**Stored data entries:**
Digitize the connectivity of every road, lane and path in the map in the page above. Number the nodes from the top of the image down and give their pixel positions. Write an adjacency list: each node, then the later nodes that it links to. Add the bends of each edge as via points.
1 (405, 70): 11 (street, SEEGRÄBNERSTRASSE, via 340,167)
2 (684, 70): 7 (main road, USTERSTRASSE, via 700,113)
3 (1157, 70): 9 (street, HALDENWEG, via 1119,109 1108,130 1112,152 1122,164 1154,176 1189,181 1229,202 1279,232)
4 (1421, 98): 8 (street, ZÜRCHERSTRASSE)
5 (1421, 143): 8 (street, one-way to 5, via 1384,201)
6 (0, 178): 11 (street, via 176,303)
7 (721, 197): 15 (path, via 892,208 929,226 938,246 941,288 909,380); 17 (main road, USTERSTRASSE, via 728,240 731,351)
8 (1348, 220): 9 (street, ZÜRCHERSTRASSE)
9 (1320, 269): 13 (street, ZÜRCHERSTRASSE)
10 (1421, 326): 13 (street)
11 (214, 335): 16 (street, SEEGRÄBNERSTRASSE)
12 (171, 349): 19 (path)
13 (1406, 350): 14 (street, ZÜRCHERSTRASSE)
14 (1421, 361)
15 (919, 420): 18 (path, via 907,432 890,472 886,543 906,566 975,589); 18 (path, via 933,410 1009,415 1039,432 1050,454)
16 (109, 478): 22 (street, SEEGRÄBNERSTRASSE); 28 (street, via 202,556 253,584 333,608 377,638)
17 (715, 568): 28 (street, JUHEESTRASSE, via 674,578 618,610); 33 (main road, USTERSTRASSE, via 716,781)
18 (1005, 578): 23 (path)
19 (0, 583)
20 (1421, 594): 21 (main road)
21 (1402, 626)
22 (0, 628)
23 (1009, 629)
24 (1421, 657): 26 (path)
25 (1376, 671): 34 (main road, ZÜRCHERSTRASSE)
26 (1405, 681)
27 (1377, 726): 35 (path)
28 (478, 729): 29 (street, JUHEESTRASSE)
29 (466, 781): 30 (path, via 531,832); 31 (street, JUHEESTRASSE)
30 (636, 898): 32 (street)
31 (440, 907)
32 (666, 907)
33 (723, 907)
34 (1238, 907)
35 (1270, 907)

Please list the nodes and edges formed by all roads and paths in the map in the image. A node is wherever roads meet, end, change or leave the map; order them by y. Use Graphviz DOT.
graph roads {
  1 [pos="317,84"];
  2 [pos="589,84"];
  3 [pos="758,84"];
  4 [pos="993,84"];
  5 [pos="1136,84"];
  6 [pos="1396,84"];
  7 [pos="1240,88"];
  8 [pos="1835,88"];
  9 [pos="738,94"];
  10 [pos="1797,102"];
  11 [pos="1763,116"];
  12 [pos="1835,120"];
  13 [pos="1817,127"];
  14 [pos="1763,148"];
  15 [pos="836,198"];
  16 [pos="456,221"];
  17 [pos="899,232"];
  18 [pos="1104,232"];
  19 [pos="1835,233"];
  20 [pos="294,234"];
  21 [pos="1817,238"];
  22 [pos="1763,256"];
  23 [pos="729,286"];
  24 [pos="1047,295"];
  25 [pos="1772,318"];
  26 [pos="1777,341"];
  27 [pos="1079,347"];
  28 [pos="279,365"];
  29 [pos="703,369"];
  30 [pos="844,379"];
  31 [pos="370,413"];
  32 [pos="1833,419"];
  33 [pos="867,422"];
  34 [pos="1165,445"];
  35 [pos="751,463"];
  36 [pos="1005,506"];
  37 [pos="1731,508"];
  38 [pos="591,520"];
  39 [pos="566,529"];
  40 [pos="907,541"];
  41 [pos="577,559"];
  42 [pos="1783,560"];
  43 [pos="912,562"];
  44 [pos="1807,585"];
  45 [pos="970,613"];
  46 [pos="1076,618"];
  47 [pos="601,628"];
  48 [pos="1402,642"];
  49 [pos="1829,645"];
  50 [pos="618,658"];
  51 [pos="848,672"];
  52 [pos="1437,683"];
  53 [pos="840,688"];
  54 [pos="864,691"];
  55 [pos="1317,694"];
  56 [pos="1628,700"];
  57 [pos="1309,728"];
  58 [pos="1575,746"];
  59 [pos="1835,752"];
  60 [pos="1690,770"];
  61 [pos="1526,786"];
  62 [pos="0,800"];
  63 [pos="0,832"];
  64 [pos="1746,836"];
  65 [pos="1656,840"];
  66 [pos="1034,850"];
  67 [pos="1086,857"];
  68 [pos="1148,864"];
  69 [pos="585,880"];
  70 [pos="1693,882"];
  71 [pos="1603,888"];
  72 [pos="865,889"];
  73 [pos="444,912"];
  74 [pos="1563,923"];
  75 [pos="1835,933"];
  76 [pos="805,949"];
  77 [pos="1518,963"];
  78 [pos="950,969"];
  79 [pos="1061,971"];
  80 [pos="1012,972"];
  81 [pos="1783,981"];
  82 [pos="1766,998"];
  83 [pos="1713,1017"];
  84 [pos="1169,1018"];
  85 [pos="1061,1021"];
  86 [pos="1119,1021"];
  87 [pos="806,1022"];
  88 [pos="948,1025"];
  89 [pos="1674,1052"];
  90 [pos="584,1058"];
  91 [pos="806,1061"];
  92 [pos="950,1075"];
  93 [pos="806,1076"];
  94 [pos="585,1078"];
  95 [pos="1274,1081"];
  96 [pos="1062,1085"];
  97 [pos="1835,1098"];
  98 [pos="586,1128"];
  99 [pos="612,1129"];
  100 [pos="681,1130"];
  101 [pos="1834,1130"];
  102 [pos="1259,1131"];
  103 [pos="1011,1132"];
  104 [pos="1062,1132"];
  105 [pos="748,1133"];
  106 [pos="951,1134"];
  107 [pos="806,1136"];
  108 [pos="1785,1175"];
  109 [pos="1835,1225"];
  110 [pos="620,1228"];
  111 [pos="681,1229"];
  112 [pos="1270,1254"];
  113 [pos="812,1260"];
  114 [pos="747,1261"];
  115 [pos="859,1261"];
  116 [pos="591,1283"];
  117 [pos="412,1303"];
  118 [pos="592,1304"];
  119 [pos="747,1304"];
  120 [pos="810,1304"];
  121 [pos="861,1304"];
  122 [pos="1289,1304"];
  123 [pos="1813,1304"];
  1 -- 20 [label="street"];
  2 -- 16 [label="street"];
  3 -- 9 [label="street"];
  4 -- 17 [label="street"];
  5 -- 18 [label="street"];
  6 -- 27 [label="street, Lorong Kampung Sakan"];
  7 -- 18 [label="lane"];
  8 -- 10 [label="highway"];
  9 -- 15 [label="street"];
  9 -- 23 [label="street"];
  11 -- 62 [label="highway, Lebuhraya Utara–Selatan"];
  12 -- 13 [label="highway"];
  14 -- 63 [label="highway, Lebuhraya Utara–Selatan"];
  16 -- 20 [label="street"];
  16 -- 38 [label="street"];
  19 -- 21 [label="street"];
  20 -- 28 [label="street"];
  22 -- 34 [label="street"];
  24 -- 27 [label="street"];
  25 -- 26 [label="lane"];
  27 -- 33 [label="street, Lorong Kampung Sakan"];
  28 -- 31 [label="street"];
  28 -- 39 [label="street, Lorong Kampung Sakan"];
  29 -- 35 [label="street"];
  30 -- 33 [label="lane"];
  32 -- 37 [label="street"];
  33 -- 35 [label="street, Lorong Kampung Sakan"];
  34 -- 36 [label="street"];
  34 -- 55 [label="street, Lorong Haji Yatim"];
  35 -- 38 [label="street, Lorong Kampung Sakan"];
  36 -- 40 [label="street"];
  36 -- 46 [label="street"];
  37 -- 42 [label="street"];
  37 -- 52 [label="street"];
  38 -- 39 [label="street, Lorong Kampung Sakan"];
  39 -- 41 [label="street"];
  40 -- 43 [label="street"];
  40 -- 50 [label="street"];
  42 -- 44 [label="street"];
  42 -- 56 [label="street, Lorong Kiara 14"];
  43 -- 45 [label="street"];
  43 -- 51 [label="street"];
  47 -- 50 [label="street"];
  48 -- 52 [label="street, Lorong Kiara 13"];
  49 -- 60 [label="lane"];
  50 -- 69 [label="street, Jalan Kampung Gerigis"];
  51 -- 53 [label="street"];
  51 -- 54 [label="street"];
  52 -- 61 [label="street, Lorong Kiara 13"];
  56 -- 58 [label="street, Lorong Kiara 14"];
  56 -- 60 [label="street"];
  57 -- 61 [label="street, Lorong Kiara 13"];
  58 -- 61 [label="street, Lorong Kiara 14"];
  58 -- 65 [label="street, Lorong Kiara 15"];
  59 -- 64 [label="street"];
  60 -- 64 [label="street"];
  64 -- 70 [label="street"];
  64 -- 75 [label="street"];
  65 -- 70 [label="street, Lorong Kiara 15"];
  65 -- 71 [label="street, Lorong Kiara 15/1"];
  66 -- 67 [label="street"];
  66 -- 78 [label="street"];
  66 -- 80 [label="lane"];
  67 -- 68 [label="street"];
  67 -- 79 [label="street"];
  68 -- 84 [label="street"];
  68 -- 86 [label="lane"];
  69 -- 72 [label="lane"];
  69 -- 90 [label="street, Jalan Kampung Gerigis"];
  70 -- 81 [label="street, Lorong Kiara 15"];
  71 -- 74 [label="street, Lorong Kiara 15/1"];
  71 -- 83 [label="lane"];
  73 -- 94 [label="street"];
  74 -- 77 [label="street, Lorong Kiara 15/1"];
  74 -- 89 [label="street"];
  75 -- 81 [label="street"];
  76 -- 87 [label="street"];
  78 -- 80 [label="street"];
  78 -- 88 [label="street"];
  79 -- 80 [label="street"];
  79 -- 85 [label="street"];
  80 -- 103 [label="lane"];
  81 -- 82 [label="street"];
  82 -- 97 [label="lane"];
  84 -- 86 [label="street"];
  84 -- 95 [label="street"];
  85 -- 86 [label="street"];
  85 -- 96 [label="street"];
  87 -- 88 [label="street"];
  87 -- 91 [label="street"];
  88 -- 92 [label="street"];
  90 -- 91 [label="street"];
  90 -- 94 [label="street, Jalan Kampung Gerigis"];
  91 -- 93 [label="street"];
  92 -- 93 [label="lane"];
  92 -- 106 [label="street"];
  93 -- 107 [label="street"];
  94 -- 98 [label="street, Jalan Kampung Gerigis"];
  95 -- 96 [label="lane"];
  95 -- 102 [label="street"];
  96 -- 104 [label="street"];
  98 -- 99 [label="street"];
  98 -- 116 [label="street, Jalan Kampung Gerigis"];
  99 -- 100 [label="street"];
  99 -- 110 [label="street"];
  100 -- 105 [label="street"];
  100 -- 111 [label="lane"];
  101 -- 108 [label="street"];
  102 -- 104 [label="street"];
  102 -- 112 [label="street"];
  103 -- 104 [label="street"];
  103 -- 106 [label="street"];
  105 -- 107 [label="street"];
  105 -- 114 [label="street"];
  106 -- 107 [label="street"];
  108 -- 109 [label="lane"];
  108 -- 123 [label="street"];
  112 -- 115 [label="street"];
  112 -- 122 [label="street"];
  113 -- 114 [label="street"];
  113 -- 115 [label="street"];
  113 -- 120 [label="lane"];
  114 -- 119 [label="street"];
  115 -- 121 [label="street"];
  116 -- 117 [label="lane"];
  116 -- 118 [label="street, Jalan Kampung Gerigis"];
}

**Exercise:**
Among the records above, find each line containing the string "Jalan" and copy it.

**Task output:**
  50 -- 69 [label="street, Jalan Kampung Gerigis"];
  69 -- 90 [label="street, Jalan Kampung Gerigis"];
  90 -- 94 [label="street, Jalan Kampung Gerigis"];
  94 -- 98 [label="street, Jalan Kampung Gerigis"];
  98 -- 116 [label="street, Jalan Kampung Gerigis"];
  116 -- 118 [label="street, Jalan Kampung Gerigis"];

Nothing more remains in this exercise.